Exact copies of all the records are to be printed.

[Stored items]
-*-*-
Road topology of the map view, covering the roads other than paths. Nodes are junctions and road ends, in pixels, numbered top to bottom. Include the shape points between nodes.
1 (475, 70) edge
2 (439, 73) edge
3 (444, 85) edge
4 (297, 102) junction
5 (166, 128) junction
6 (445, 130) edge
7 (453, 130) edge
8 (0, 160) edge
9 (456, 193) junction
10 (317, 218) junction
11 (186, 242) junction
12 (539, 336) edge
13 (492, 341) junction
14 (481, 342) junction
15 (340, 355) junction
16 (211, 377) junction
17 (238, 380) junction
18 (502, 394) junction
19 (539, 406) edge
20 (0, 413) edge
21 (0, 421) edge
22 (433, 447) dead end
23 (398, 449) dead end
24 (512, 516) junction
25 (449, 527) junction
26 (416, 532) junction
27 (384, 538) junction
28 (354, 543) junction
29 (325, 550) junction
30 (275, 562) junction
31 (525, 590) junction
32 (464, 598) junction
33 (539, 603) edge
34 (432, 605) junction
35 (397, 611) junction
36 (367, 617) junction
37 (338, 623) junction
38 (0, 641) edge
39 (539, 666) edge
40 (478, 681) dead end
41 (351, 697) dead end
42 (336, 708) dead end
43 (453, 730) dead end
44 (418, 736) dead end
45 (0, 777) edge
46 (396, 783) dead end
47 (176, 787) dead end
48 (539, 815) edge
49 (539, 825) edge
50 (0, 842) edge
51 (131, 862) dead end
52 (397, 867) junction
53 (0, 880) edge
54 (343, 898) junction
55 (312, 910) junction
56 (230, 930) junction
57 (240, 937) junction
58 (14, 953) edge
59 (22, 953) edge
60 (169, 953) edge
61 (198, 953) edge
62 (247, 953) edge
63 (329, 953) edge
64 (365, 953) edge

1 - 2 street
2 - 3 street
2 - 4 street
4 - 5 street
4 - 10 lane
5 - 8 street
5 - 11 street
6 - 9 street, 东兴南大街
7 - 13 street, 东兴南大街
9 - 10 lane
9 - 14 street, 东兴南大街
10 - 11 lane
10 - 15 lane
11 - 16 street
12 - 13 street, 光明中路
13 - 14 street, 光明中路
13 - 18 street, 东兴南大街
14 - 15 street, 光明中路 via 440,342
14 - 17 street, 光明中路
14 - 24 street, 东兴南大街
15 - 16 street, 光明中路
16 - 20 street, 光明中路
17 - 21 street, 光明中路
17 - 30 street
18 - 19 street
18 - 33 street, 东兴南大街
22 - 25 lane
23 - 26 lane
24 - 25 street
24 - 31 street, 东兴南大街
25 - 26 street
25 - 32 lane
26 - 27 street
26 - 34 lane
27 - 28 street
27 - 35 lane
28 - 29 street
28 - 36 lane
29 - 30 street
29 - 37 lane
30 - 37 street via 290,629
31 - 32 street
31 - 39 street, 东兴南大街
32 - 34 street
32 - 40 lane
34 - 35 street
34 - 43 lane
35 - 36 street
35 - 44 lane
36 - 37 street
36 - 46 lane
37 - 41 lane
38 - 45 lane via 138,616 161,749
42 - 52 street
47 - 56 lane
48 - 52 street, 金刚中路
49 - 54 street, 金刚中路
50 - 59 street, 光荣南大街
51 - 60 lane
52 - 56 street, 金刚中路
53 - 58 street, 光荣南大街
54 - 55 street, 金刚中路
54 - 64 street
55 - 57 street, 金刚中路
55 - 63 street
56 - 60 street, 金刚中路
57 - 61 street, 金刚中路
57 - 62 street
-*-*-
Expected answer >>
Road topology of the map view, covering the roads other than paths. Nodes are junctions and road ends, in pixels, numbered top to bottom. Include the shape points between nodes.
1 (475, 70) edge
2 (439, 73) edge
3 (444, 85) edge
4 (297, 102) junction
5 (166, 128) junction
6 (445, 130) edge
7 (453, 130) edge
8 (0, 160) edge
9 (456, 193) junction
10 (317, 218) junction
11 (186, 242) junction
12 (539, 336) edge
13 (492, 341) junction
14 (481, 342) junction
15 (340, 355) junction
16 (211, 377) junction
17 (238, 380) junction
18 (502, 394) junction
19 (539, 406) edge
20 (0, 413) edge
21 (0, 421) edge
22 (433, 447) dead end
23 (398, 449) dead end
24 (512, 516) junction
25 (449, 527) junction
26 (416, 532) junction
27 (384, 538) junction
28 (354, 543) junction
29 (325, 550) junction
30 (275, 562) junction
31 (525, 590) junction
32 (464, 598) junction
33 (539, 603) edge
34 (432, 605) junction
35 (397, 611) junction
36 (367, 617) junction
37 (338, 623) junction
38 (0, 641) edge
39 (539, 666) edge
40 (478, 681) dead end
41 (351, 697) dead end
42 (336, 708) dead end
43 (453, 730) dead end
44 (418, 736) dead end
45 (0, 777) edge
46 (396, 783) dead end
47 (176, 787) dead end
48 (539, 815) edge
49 (539, 825) edge
50 (0, 842) edge
51 (131, 862) dead end
52 (397, 867) junction
53 (0, 880) edge
54 (343, 898) junction
55 (312, 910) junction
56 (230, 930) junction
57 (240, 937) junction
58 (14, 953) edge
59 (22, 953) edge
60 (169, 953) edge
61 (198, 953) edge
62 (247, 953) edge
63 (329, 953) edge
64 (365, 953) edge

1 - 2 street
2 - 3 street
2 - 4 street
4 - 5 street
4 - 10 lane
5 - 8 street
5 - 11 street
6 - 9 street, 东兴南大街
7 - 13 street, 东兴南大街
9 - 10 lane
9 - 14 street, 东兴南大街
10 - 11 lane
10 - 15 lane
11 - 16 street
12 - 13 street, 光明中路
13 - 14 street, 光明中路
13 - 18 street, 东兴南大街
14 - 15 street, 光明中路 via 440,342
14 - 17 street, 光明中路
14 - 24 street, 东兴南大街
15 - 16 street, 光明中路
16 - 20 street, 光明中路
17 - 21 street, 光明中路
17 - 30 street
18 - 19 street
18 - 33 street, 东兴南大街
22 - 25 lane
23 - 26 lane
24 - 25 street
24 - 31 street, 东兴南大街
25 - 26 street
25 - 32 lane
26 - 27 street
26 - 34 lane
27 - 28 street
27 - 35 lane
28 - 29 street
28 - 36 lane
29 - 30 street
29 - 37 lane
30 - 37 street via 290,629
31 - 32 street
31 - 39 street, 东兴南大街
32 - 34 street
32 - 40 lane
34 - 35 street
34 - 43 lane
35 - 36 street
35 - 44 lane
36 - 37 street
36 - 46 lane
37 - 41 lane
38 - 45 lane via 138,616 161,749
42 - 52 street
47 - 56 lane
48 - 52 street, 金刚中路
49 - 54 street, 金刚中路
50 - 59 street, 光荣南大街
51 - 60 lane
52 - 56 street, 金刚中路
53 - 58 street, 光荣南大街
54 - 55 street, 金刚中路
54 - 64 street
55 - 57 street, 金刚中路
55 - 63 street
56 - 60 street, 金刚中路
57 - 61 street, 金刚中路
57 - 62 street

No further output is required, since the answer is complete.